Schein and Gayed, PNAS 111: 2920-2925 (2014)

Goldberg polyhedra* are beautiful solids with higher symmetry. Vertices are 3-degree (3 edges meet at each vertex) and faces are triangles and hexagons (tetrahedral symmetry), squares and hexagons (octahedral symmetry), or pentagons and hexagons (icosahedral symmetry). Simply put, starting with a tetrahedron (triangles x4), cube (squares x6), or dodecahedron (pentagons x12), make a space between each face and then evenly fill the gap with hexagons (3-regularly and symmetrically). Because hexagons are variable, they are infinite. A series of these solids includes some of Archimedean solids (truncated tetrahedron, truncated octahedron, and truncated icosahedron), which have flat faces and no valleys (convex polyhedra). However, in most cases, when you try to construct Goldberg polyhedra with regular polygons, curvatures are formed on the surface. Therefore, irregular polygons with different edge lengths, different included angles, or both may be necessary. Goldberg polyhedra seemed to be difficult to jump on the bandwagon of Platonic solids, Archimedean solids, and Kepler’s rhombic polyhedra, which are convex equilateral polyhedra with higher symmetries. In the paper, authors figured out that, while maintaining equal edge lengths, convex polyhedra are attained just by adjusting the included angles of hexagons. A new class of the polyhedra is created. Shown below is a merely equilateral example (angles of hexagons are not adjusted), constructed with regular polygons. *Goldberg (1937), Tohoku Math J 43: 104-108. See also, Caspar and Klug (1962), Cold Spring Harb Symp Quant Biol 27: 1–24
ROOM NO.:V28[328]F16[34612]

Tetrahedral Goldberg polyhedra

3-regular polyhedra of triangular and hexagonal faces with tetrahedral symmetry. An infinite series begins with a tetrahedron. Triangles are 4 in total. Triangles are located at vertices of a tetrahedral cell, and hexagons fill the gaps evenly. Starting from one triangle, move m-faces in one direction, turn 60 degrees, and move n-faces to reach the closest triangle. A pair of numbers (m,n) is useful to classify the structures: m, n=0 (type I), m=n (type II), and m≠n (type III). Only type III is chiral, and looks twisted.
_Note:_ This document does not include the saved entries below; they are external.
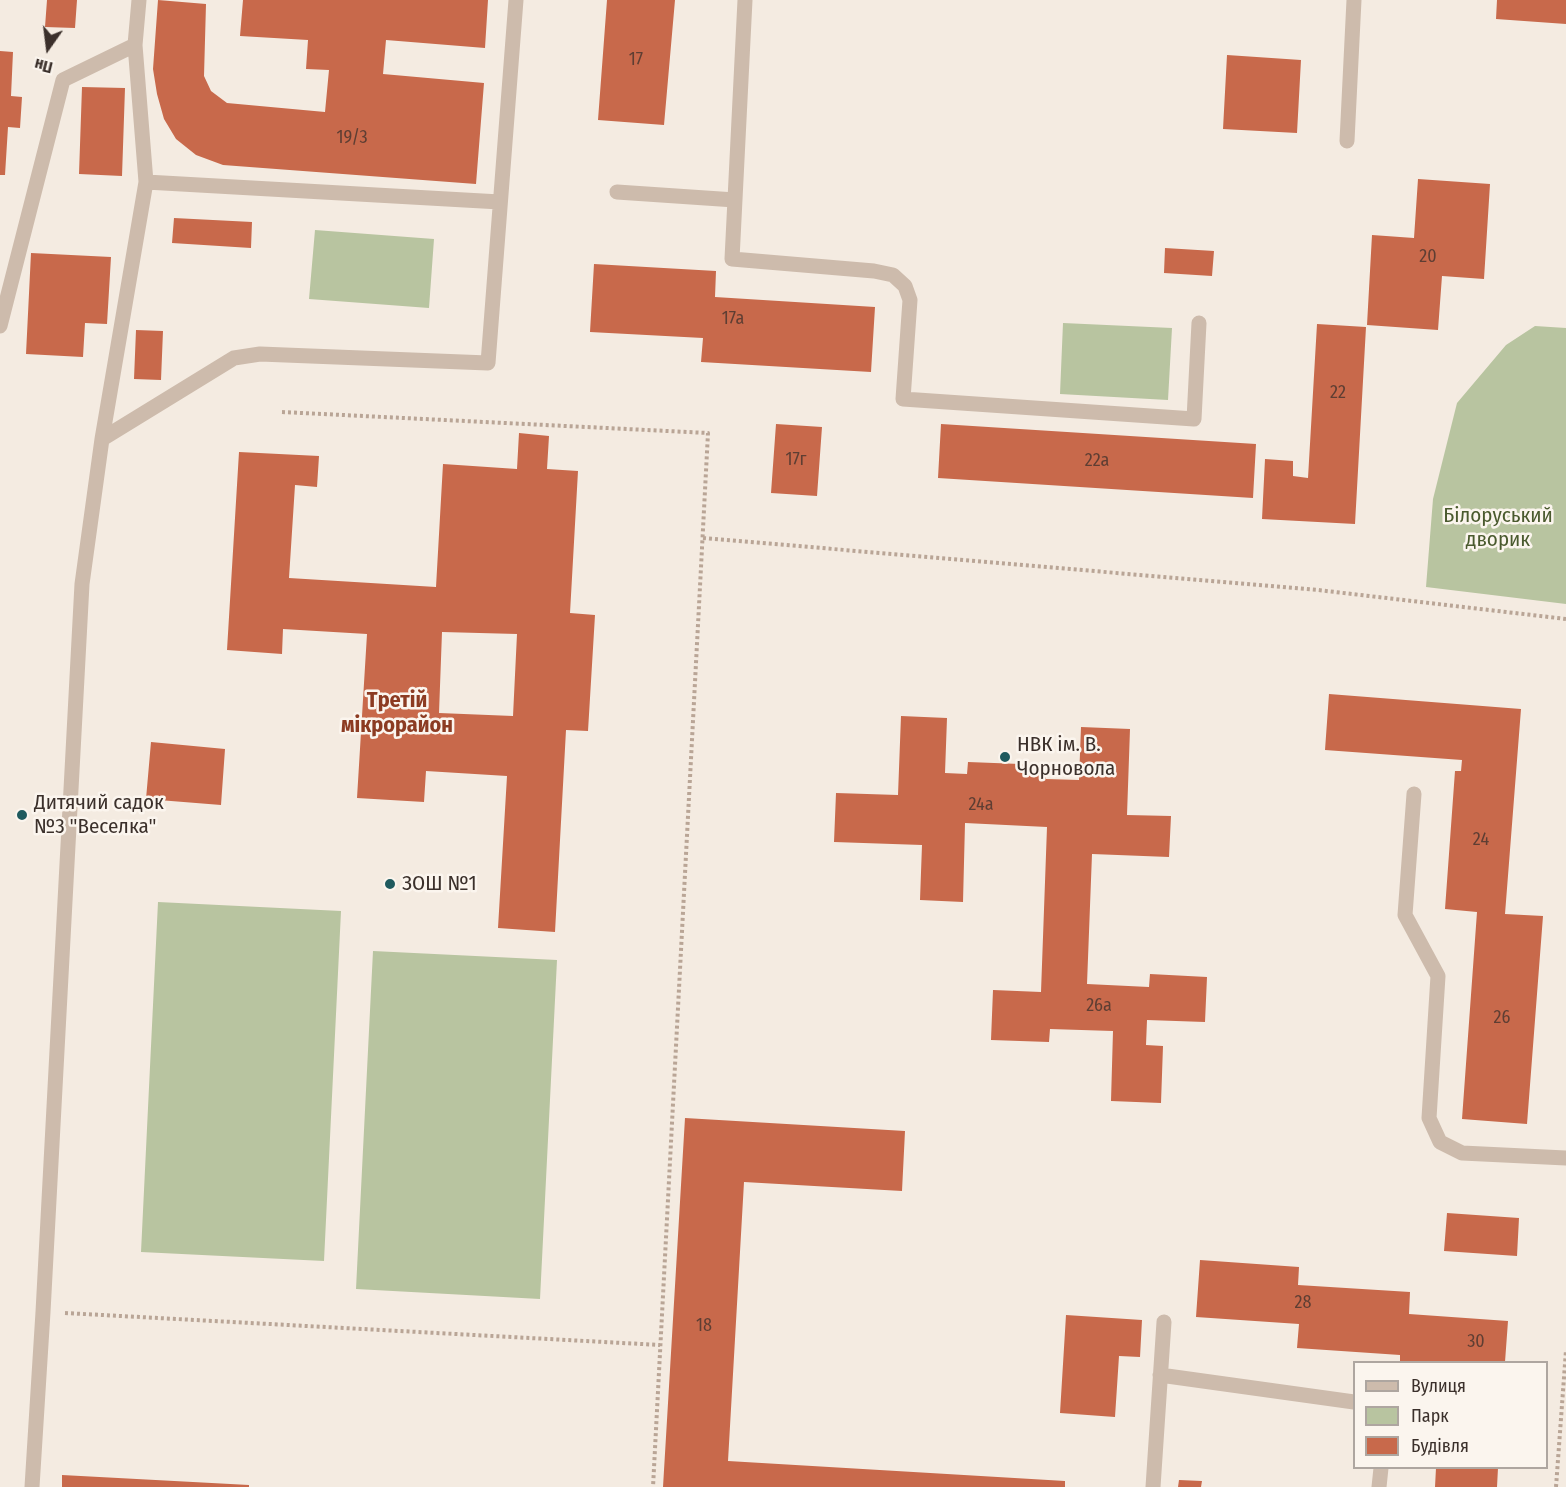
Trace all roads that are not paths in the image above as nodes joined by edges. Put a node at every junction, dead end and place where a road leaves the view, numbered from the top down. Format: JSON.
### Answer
{"nodes":[{"id":1,"x":139,"y":0,"type":"edge"},
{"id":2,"x":516,"y":0,"type":"edge"},
{"id":3,"x":745,"y":0,"type":"edge"},
{"id":4,"x":1354,"y":0,"type":"edge"},
{"id":5,"x":135,"y":45,"type":"junction"},
{"id":6,"x":1347,"y":141,"type":"dead end"},
{"id":7,"x":146,"y":182,"type":"junction"},
{"id":8,"x":617,"y":192,"type":"dead end"},
{"id":9,"x":735,"y":200,"type":"junction"},
{"id":10,"x":500,"y":202,"type":"junction"},
{"id":11,"x":1199,"y":323,"type":"dead end"},
{"id":12,"x":0,"y":326,"type":"edge"},
{"id":13,"x":102,"y":439,"type":"junction"},
{"id":14,"x":1414,"y":794,"type":"dead end"},
{"id":15,"x":1566,"y":1158,"type":"edge"},
{"id":16,"x":1164,"y":1322,"type":"dead end"},
{"id":17,"x":1160,"y":1375,"type":"junction"},
{"id":18,"x":1353,"y":1402,"type":"edge"},
{"id":19,"x":1381,"y":1469,"type":"edge"},
{"id":20,"x":32,"y":1487,"type":"edge"},
{"id":21,"x":1153,"y":1487,"type":"edge"},
{"id":22,"x":1379,"y":1487,"type":"edge"}],
"edges":[{"from":1,"to":5,"type":"lane"},
{"from":2,"to":10,"type":"lane"},
{"from":3,"to":9,"type":"lane"},
{"from":4,"to":6,"type":"lane"},
{"from":5,"to":7,"type":"lane"},
{"from":5,"to":12,"type":"lane"},
{"from":7,"to":10,"type":"lane"},
{"from":7,"to":13,"type":"lane"},
{"from":8,"to":9,"type":"lane"},
{"from":9,"to":11,"type":"lane"},
{"from":10,"to":13,"type":"lane"},
{"from":13,"to":20,"type":"lane"},
{"from":14,"to":15,"type":"lane"},
{"from":16,"to":17,"type":"lane"},
{"from":17,"to":18,"type":"lane"},
{"from":17,"to":21,"type":"lane"},
{"from":19,"to":22,"type":"lane"}]}
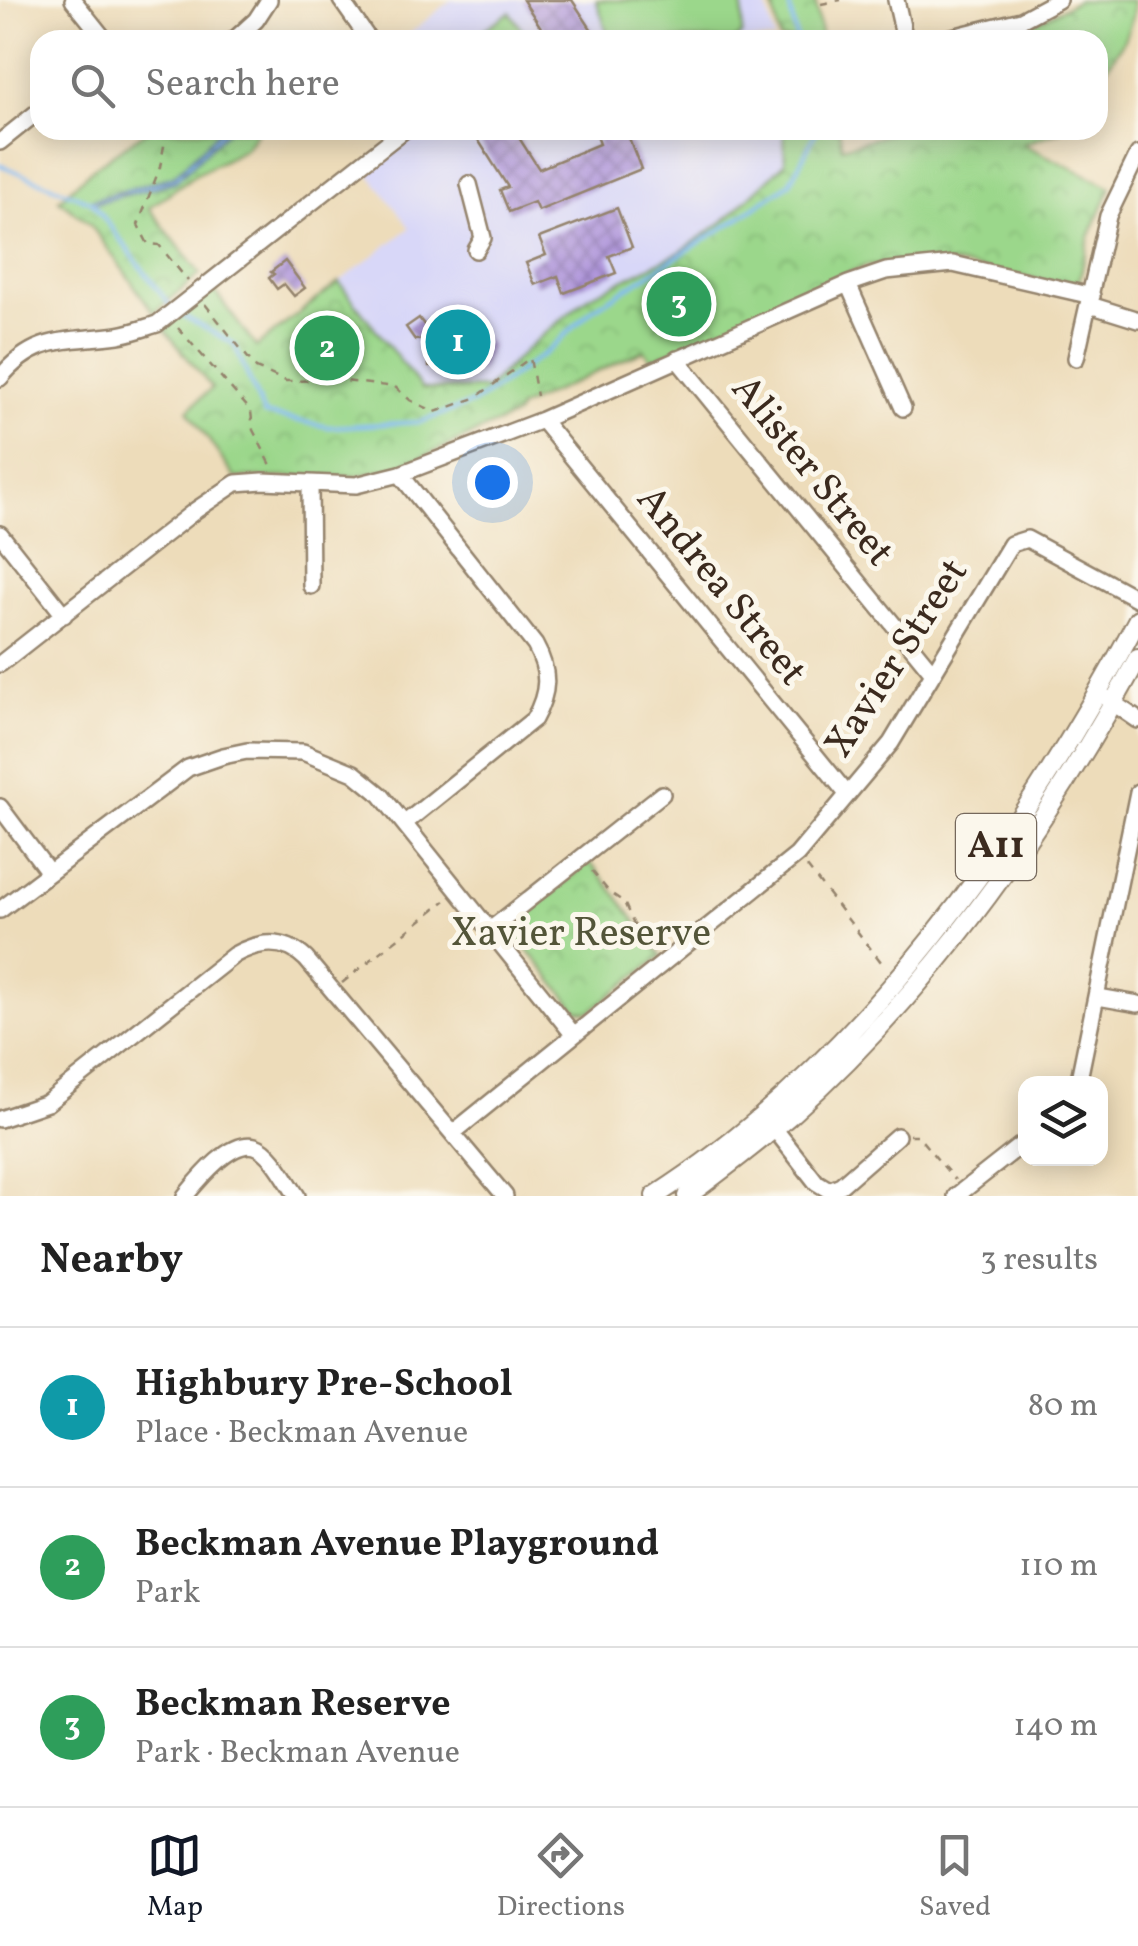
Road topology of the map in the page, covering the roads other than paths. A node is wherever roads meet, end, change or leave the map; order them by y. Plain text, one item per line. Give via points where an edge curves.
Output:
1 (73, 0) edge
2 (269, 0) edge
3 (341, 0) edge
4 (896, 0) edge
5 (1058, 0) edge
6 (97, 30) edge
7 (245, 30) edge
8 (363, 30) edge
9 (903, 30) edge
10 (980, 30) edge
11 (30, 118) edge
12 (391, 140) edge
13 (0, 142) edge
14 (1138, 154) edge
15 (469, 184) dead end
16 (476, 250) dead end
17 (848, 284) junction
18 (1091, 300) junction
19 (1138, 320) edge
20 (1076, 358) dead end
21 (677, 359) junction
22 (0, 378) edge
23 (903, 408) dead end
24 (542, 420) junction
25 (400, 474) junction
26 (310, 484) junction
27 (0, 534) edge
28 (310, 586) dead end
29 (1138, 599) edge
30 (64, 615) junction
31 (1138, 619) edge
32 (1138, 658) edge
33 (0, 664) edge
34 (933, 673) junction
35 (1106, 698) junction
36 (1138, 720) edge
37 (1138, 792) edge
38 (662, 794) dead end
39 (847, 794) junction
40 (0, 807) edge
41 (1136, 818) edge
42 (405, 823) junction
43 (48, 871) junction
44 (0, 910) edge
45 (490, 930) junction
46 (1098, 996) junction
47 (1138, 1004) edge
48 (574, 1034) junction
49 (1080, 1076) edge
50 (0, 1119) edge
51 (769, 1120) junction
52 (454, 1132) junction
53 (897, 1136) road end
54 (1018, 1147) edge
55 (960, 1193) edge
56 (186, 1196) edge
57 (296, 1196) edge
58 (505, 1196) edge
59 (655, 1196) edge
60 (687, 1196) edge

1 - 6 street
2 - 7 street
3 - 8 street
4 - 9 street
5 - 10 street via 1021,20
11 - 13 street
12 - 22 street via 157,324 41,346
14 - 18 street via 1108,216
15 - 16 street via 482,238
17 - 18 street via 886,271 953,264
17 - 21 street
17 - 23 street
18 - 19 street
18 - 20 street
21 - 24 street
21 - 34 street, Alister Street
24 - 25 street
24 - 39 street, Andrea Street
25 - 26 street via 356,485
25 - 42 street via 535,644 548,681 534,719
26 - 28 street
26 - 30 street via 236,484
27 - 30 street
29 - 34 street, Xavier Street via 1028,539 1012,544
30 - 33 street
31 - 35 main road, A11
32 - 35 main road, A11
34 - 39 street, Xavier Street via 891,743
35 - 36 street
35 - 51 main road, A11 via 1004,871 948,944 890,1016
37 - 41 street
38 - 45 street
39 - 48 street, Xavier Street via 797,855
40 - 43 street
41 - 46 street
42 - 43 street via 381,795 330,761 302,752 247,751 188,768
42 - 45 street
43 - 44 street
45 - 48 street
46 - 47 street
46 - 49 street
48 - 52 street, Xavier Street
50 - 52 street via 47,1104 234,955 274,943 294,948
51 - 53 street via 829,1190
51 - 59 main road, A11
51 - 60 main road, A11
52 - 58 street
54 - 55 street
56 - 57 street via 220,1160 240,1146 257,1146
Type II and III are particularly interesting. (m,n)=(1,0) is type I, a tetrahedron V4[34]F4[34]. (m,n)=(1,1) is type II, a truncated tetrahedron V12[312]F8[3464]. Shown below is (m,n)=(1,2) V28[328]F16[34612], which is type III, and its mirror-image is (m,n)=(2, 1). It looks like a twisted truncated tetrahedron or a blazing fire when put it upside down (the figure is not exactly a polyhedron due to curved faces).




Polyhedral Apartment

Have you ever visit an apartment of polyhedra?...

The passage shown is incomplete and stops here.